Variety: ‘Transformers’ Aims For Broad Audience
By PAMELA MCCLINTOCK
“Transformers” conjures up images of kiddie playthings, ever-changing alien robots that first landed in toy boxes in the 1980s.
DreamWorks and Paramount think they have something more than a kiddie pic or a nostalgic tribute — execs feel that the pic, which launches July 3, is a four-quadrant summer joyride. The question is how to market the film to those four groups.
As director Michael Bay deadpans, “I definitely didn’t make a toy movie.”
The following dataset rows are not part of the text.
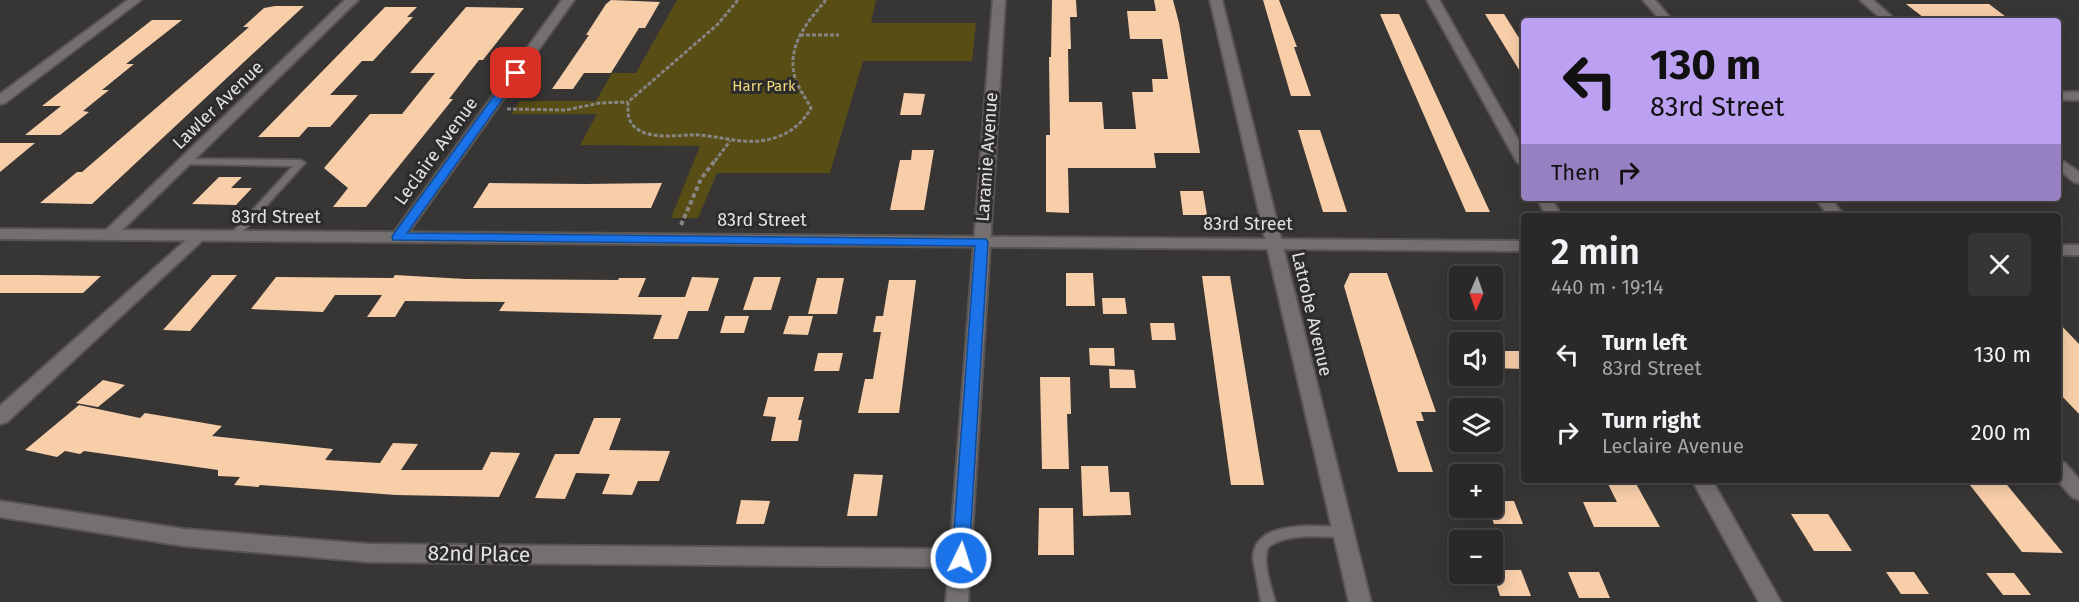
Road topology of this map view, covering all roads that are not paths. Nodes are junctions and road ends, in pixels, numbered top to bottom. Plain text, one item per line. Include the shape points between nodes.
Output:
1 (135, 0) edge
2 (352, 0) edge
3 (568, 0) edge
4 (999, 0) edge
5 (1216, 0) edge
6 (1433, 0) edge
7 (1649, 0) edge
8 (1866, 0) edge
9 (1664, 18) edge
10 (1887, 18) edge
11 (2061, 96) edge
12 (2079, 96) edge
13 (0, 100) edge
14 (1521, 157) edge
15 (186, 162) junction
16 (2061, 164) edge
17 (2079, 179) edge
18 (1824, 201) edge
19 (1834, 213) edge
20 (0, 234) edge
21 (109, 235) junction
22 (199, 236) junction
23 (234, 236) junction
24 (398, 237) junction
25 (981, 242) junction
26 (1276, 244) junction
27 (1521, 246) edge
28 (2061, 250) edge
29 (2079, 250) edge
30 (0, 417) edge
31 (2061, 471) edge
32 (1704, 483) edge
33 (2079, 492) edge
34 (0, 509) edge
35 (1344, 532) junction
36 (961, 558) junction
37 (957, 602) edge
38 (1268, 602) edge
39 (1360, 602) edge
40 (1770, 602) edge

1 - 13 street
2 - 15 street, Lawler Avenue
3 - 24 street, Leclaire Avenue
4 - 25 street, Laramie Avenue
5 - 26 street, Latrobe Avenue
6 - 14 street
7 - 9 street
8 - 10 street
11 - 12 street
15 - 21 street, Lawler Avenue
15 - 23 lane via 300,163
16 - 17 street
18 - 19 street
20 - 21 street, 83rd Street
21 - 22 street, 83rd Street
22 - 23 street, 83rd Street
22 - 30 street
23 - 24 street, 83rd Street
24 - 25 street, 83rd Street
25 - 26 street, 83rd Street
25 - 36 street, Laramie Avenue
26 - 27 street, 83rd Street
26 - 35 street, Latrobe Avenue
28 - 29 street
31 - 33 street
32 - 40 street
34 - 36 street, 82nd Place via 148,535 316,550
35 - 38 lane via 1288,533 1271,536 1264,542 1260,550
35 - 39 street, Latrobe Avenue
36 - 37 street, Laramie Avenue

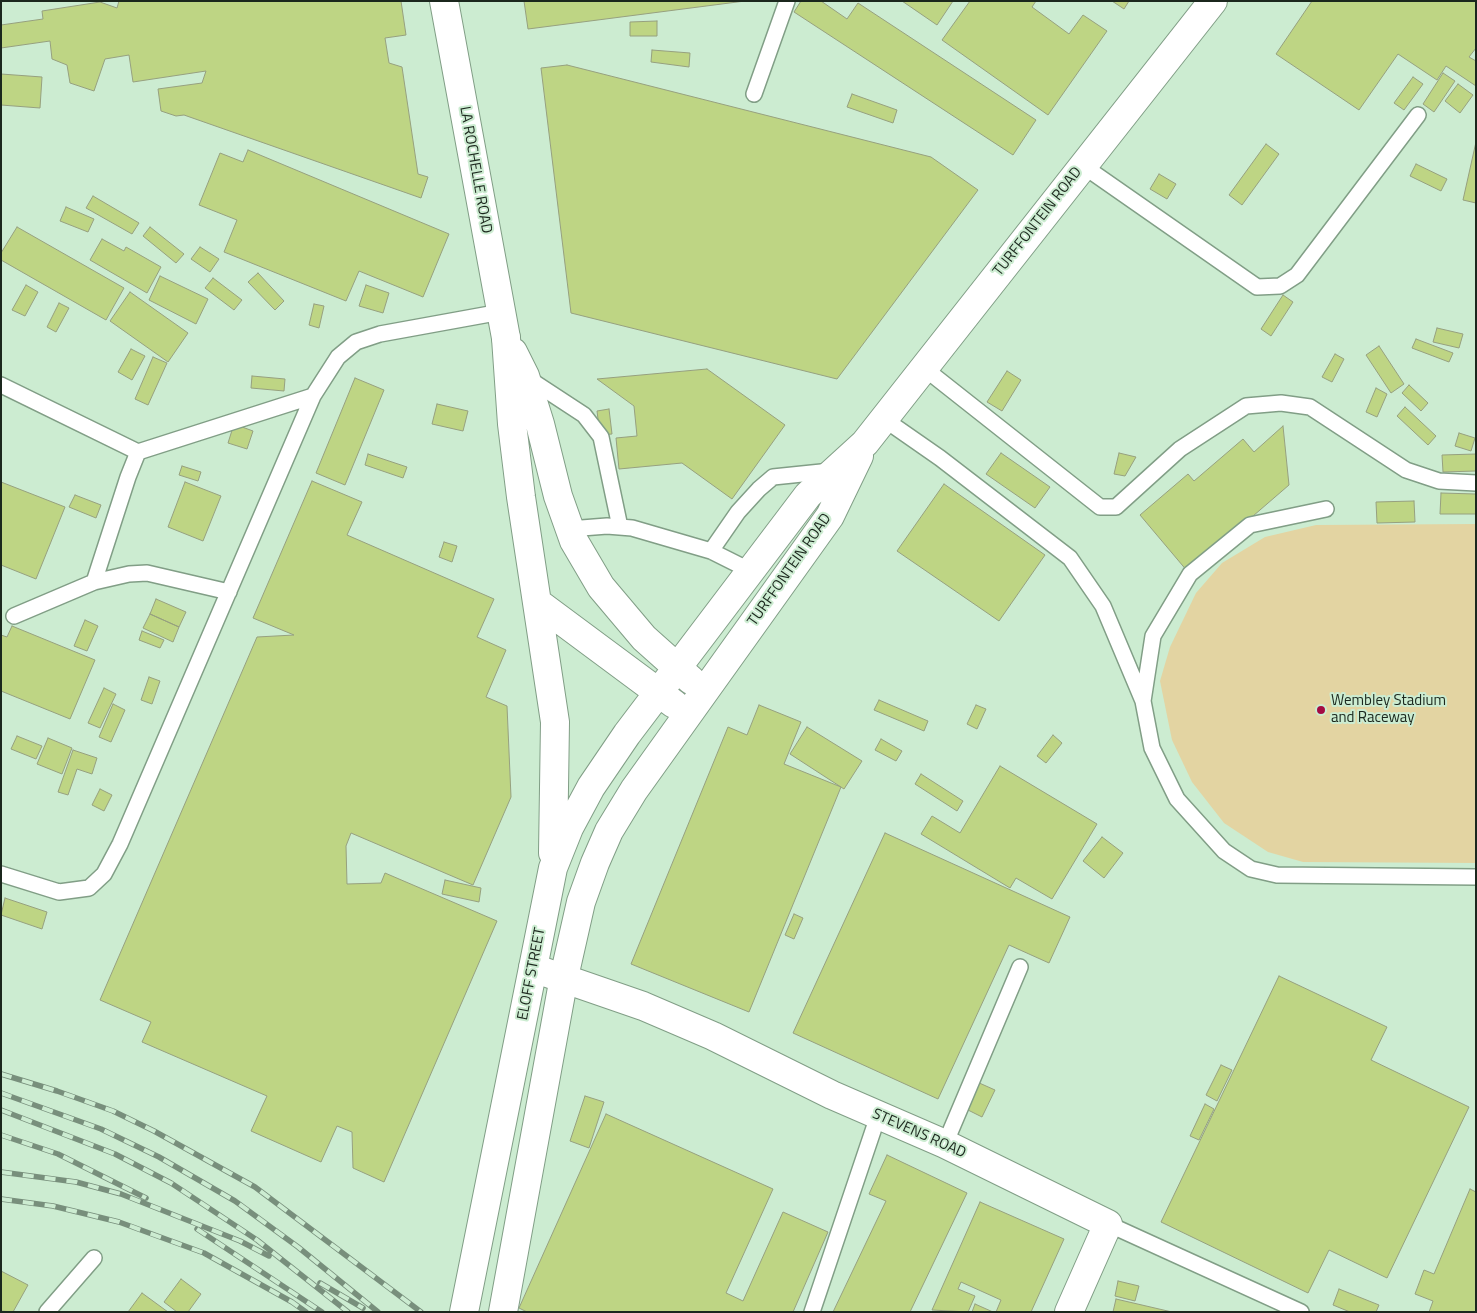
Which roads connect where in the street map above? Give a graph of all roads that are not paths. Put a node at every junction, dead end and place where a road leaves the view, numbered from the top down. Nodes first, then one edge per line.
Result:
1 (444, 1) edge
2 (787, 1) edge
3 (1213, 1) edge
4 (754, 94) dead end
5 (1418, 115) dead end
6 (1082, 165) junction
7 (501, 312) junction
8 (506, 338) junction
9 (924, 368) junction
10 (524, 376) junction
11 (1, 385) edge
12 (313, 396) junction
13 (884, 419) junction
14 (865, 443) junction
15 (138, 452) junction
16 (836, 470) junction
17 (1476, 483) edge
18 (1326, 509) dead end
19 (620, 527) junction
20 (570, 529) junction
21 (710, 551) junction
22 (751, 571) junction
23 (94, 582) junction
24 (229, 592) junction
25 (538, 603) junction
26 (14, 616) dead end
27 (677, 669) junction
28 (704, 690) junction
29 (658, 693) junction
30 (1143, 701) junction
31 (687, 714) junction
32 (553, 868) junction
33 (1, 874) edge
34 (1476, 877) edge
35 (1020, 967) dead end
36 (533, 968) junction
37 (564, 977) junction
38 (878, 1116) junction
39 (945, 1144) junction
40 (1108, 1224) junction
41 (94, 1258) dead end
42 (47, 1312) edge
43 (464, 1312) edge
44 (503, 1312) edge
45 (812, 1312) edge
46 (1069, 1312) edge
47 (1300, 1312) edge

The PG-13 movie is this summer’s only big-budget live-action pic that is not a sequel, and boasts the imprint of action-megapic director Bay and exec producer Steven Spielberg.
The studio marketing execs are selling the movie as much more than a toy knockoff, talking up spectacular special effects, a fast-moving plot and humor.
“The push has been to defy people’s expectations,” says Christine Birch, DreamWorks president of marketing. “When they hear ‘Transformers,’ they think ‘toy movie.’ They think little kids. The movie is family-friendly, but that doesn’t make it juvenile.”
One studio exec says: “You need to get young males, which Bay can. But you also need to get younger kids, which could be more Steven. The challenge comes in trying to tell parents it’s OK to bring their younger children without alienating teenagers. It still needs a ‘Terminator’ toughness.”
Rob Moore, Paramount’s president of worldwide marketing and distribution, says the movie has just that. “It has signature Michael Bay action that is visually spectacular. But the movie also has a great sense of humor. You really have a combination.”
In testing, DreamWorks and Par skedded two screenings: One for kids and parents, the other for all audiences. The scores were almost identical.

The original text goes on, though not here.